(DATA UNDER STUDY)

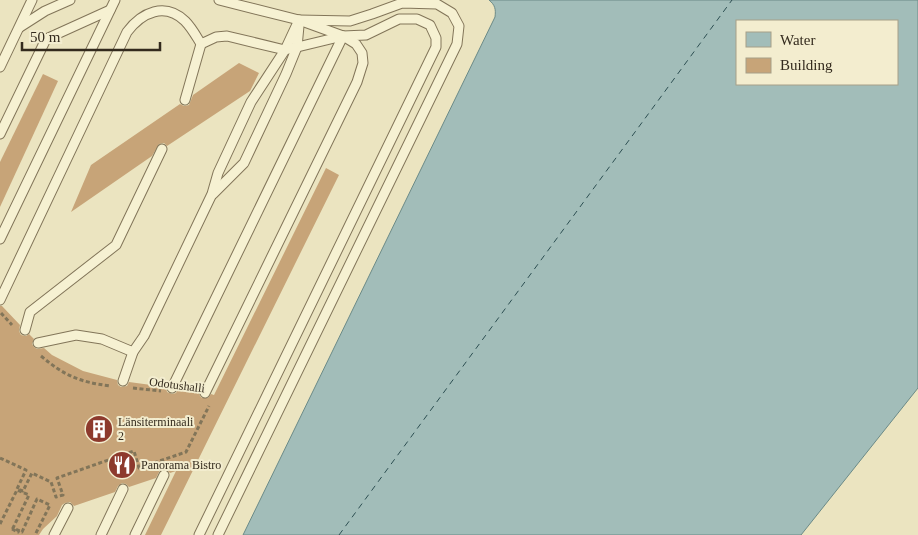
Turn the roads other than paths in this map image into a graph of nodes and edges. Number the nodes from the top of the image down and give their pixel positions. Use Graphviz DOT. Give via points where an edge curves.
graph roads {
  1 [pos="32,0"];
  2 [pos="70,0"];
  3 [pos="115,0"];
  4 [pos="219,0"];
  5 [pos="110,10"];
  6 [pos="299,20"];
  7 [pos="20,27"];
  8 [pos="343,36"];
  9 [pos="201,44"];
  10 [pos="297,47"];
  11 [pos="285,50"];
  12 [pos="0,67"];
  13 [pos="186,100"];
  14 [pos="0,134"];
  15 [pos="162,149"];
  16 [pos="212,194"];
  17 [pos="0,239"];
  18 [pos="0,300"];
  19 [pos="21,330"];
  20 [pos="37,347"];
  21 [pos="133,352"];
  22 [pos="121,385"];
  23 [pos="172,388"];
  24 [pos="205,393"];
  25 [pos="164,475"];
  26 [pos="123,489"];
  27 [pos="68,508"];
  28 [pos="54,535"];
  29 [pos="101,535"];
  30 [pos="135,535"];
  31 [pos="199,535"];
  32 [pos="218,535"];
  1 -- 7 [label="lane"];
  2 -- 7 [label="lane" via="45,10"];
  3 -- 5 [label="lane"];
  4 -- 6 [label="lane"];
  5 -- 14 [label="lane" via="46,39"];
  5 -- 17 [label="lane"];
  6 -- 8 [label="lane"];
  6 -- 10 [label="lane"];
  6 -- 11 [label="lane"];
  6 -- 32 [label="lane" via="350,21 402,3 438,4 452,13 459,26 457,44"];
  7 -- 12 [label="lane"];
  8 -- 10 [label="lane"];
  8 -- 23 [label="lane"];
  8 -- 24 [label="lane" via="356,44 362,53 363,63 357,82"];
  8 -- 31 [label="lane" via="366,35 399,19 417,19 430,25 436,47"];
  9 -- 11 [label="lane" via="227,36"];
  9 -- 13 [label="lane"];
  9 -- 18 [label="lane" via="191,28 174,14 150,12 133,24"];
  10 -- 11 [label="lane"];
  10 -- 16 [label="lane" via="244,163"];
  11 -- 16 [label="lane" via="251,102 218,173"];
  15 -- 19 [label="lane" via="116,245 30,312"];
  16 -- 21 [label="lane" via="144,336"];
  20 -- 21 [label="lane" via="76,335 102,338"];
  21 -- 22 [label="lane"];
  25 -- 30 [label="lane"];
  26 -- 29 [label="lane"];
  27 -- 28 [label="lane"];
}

(End DATA UNDER STUDY)
(DATA UNDER STUDY)

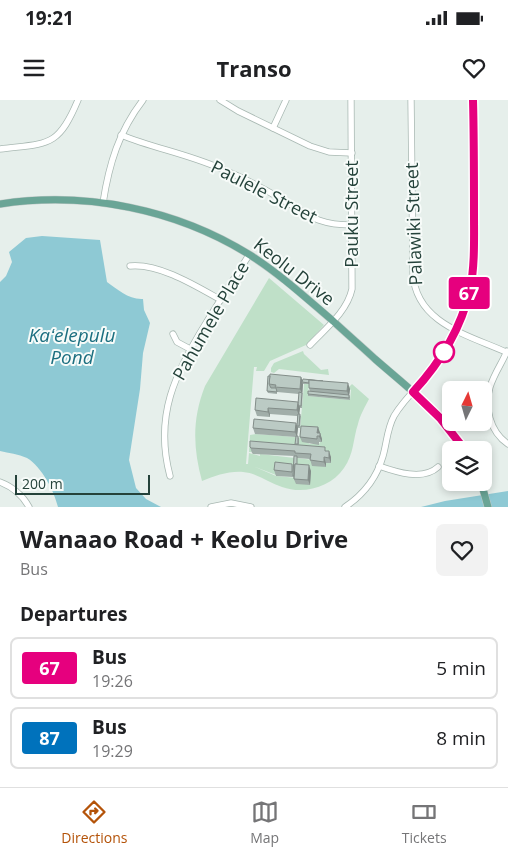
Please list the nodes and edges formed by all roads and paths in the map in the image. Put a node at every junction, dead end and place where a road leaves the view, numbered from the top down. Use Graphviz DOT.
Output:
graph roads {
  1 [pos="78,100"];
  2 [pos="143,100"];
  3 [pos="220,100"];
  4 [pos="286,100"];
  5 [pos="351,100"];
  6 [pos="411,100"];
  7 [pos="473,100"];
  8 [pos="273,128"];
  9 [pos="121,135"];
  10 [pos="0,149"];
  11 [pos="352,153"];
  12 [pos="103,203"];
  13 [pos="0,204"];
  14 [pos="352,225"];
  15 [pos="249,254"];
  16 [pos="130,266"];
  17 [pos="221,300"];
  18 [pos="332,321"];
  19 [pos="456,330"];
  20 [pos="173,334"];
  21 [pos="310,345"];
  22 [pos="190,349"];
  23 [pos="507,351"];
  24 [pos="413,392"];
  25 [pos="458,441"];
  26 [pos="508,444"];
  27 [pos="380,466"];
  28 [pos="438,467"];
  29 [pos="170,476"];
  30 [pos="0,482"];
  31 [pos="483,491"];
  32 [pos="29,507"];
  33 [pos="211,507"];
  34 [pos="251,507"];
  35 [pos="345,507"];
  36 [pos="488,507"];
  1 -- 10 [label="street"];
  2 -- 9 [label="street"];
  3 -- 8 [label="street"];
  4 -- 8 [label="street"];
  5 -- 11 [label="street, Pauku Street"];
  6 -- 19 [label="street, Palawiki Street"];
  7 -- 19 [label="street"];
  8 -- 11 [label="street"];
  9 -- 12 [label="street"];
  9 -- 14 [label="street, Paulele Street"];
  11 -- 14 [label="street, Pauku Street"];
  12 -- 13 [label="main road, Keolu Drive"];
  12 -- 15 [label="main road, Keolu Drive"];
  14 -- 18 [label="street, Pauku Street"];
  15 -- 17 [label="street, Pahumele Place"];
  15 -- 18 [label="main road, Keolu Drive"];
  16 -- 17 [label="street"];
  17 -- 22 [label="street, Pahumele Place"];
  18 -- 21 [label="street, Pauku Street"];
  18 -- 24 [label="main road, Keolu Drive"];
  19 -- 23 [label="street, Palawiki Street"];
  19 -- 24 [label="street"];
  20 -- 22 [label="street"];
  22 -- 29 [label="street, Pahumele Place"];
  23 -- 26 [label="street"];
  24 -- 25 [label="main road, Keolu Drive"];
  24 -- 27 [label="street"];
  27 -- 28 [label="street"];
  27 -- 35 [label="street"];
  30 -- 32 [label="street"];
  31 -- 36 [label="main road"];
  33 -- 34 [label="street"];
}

(End DATA UNDER STUDY)

EXERCISE REQUIREMENTS → The answer must be a single number: how many lines of the data hold the word "from".

RESULT OF THE TASK → 2